By: Stephen Waguespack
In the 1970’s, management consultants started using a new metaphor to convince companies they needed to think about their problems and potential solutions in a whole new way. To illustrate their point, they began to use what is called the “nine dot puzzle.”
The puzzle consisted of nine dots, equally arranged in three rows to make a box. The challenge was to connect all the dots using only four lines without letting your pencil leave the paper. The puzzle was difficult at first because most people felt compelled to stay within the box, but it became easy to solve the puzzle once they viewed the challenge differently and drew the lines to go beyond the boundary of the square. Hence, the analogy of “thinking outside the box” was born.
Today, we hear that concept frequently trumpeted by change agents as they describe the approach needed to fix perennial problems.
Edie Weiner, a national expert on the future of the economy, argues that 90% of what is needed to solve most problems is found in the box itself, though most people never see such solutions unless they learn to view problems through “alien eyes.”

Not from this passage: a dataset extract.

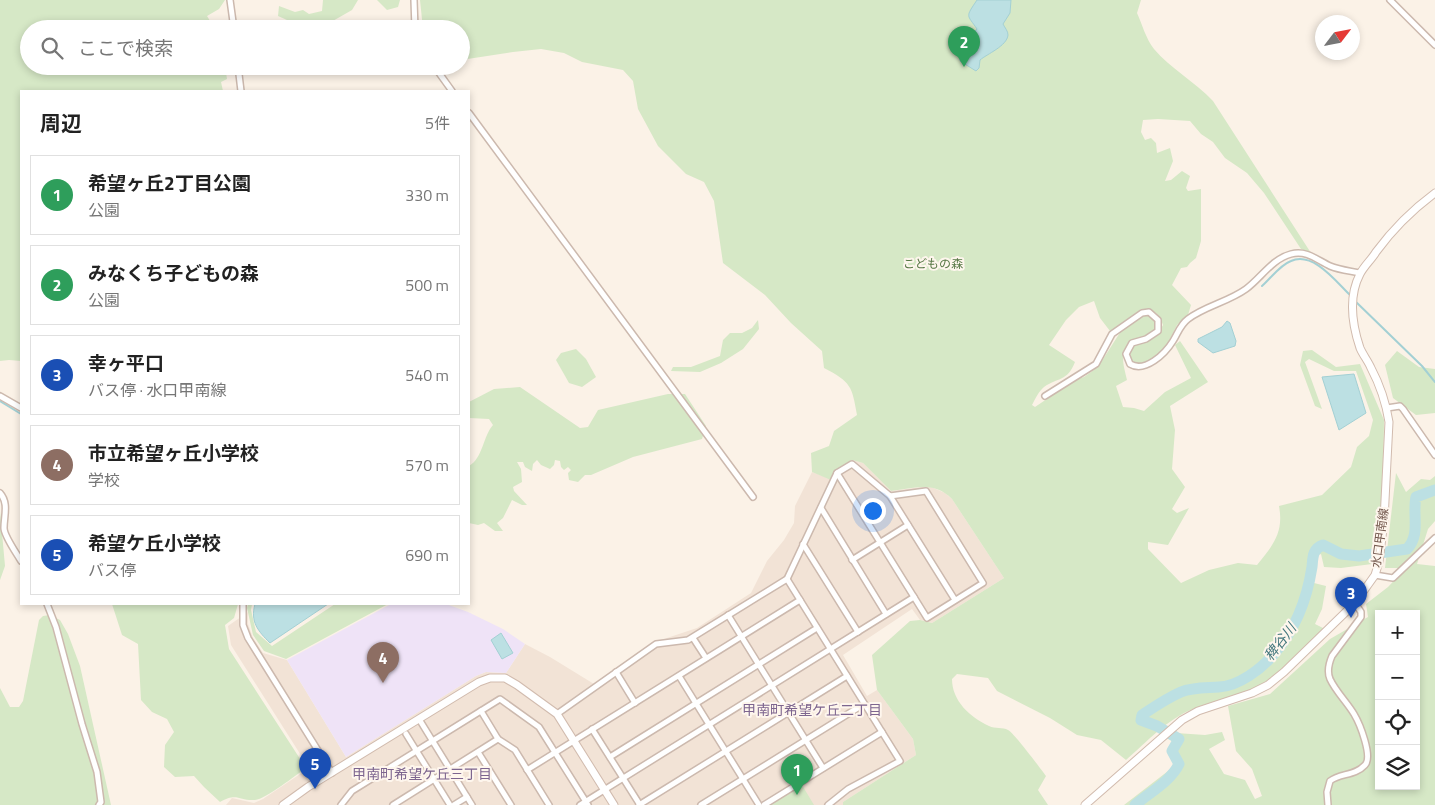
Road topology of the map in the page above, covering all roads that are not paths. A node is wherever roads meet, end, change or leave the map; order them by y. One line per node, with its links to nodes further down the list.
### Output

She uses the term “alien eyes” because she thinks most people are constrained from seeing solutions right in front of their face due to “educational incapacity.” In this sense, most of us have become so educated on and familiar with our present challenges and situations that it has become almost impossible to predict a different future or solution. In short, we have stared at it so long we can’t see it any other way. Weiner says this is very common behavior and that our lifetime experience and earned knowledge is not only our greatest asset but also our greatest obstacle, restricting our ability to view problems through “alien eyes.”
One great example she uses to illustrate this condition is that of a newborn baby.
A few generations ago, a baby was captivated and energized by simply hearing “coochie-coochie-coo.” When most of today’s adults were younger, a playpen with a mobile and maybe a few stuffed animals were added to entertain us. Babies of today are literally grabbing after their parent’s smartphone at six months old, surfing the web before they hit two years old and riding around town in vehicles watching TV screens on the back of the headrest.
This evolution is easy to see, and it has profoundly changed the world that 21st century children know to be normal. From day one, they see the world much differently than we adults do. For today’s youth, having everything they need, want or desire easily streamed to them at will is not an evolution. It is an expectation and is essentially just the way the world has always worked for them.
We, adults, fail to see through “alien eyes” just how drastically different the world, or the box in this instance, appears to them.
For instance, imagine how confused they must be when they begin school and they find themselves in essentially the same type of school system our great-great grandparents largely experienced generations ago. Online content flows daily to handheld devices at any location on the globe (including airplanes), yet we still largely depend on buildings and books to educate kids Monday through Friday. They probably also find it strange that we buy, sell, transfer and trade currency, sports tickets, movie passes, Christmas gifts, groceries and most other products on those same phones, yet government still requires bureaucracies and waiting rooms to methodically process driver’s licenses, government benefits and other necessary documents.
While we adults spend countless hours trying to think outside the box on ways to reform government, our children could probably easily give us some good ideas since they are not yet corrupted by the same “educational incapacity” of the ways things have always been.
The rapid technological progression of our society and deep connection to this reality by our youth from birth has completely transformed our families, behaviors and economies.
The private sector has known for years they must evolve or die. Technology demands it. Customers demand it. Investors demand it. Government, on the other hand, has been able to largely avoid this reality thus far…but those days are numbered. This generation may continue to struggle with thinking outside the box to drastically reform government, but the adults of tomorrow growing up during this technological revolution won’t know any other way.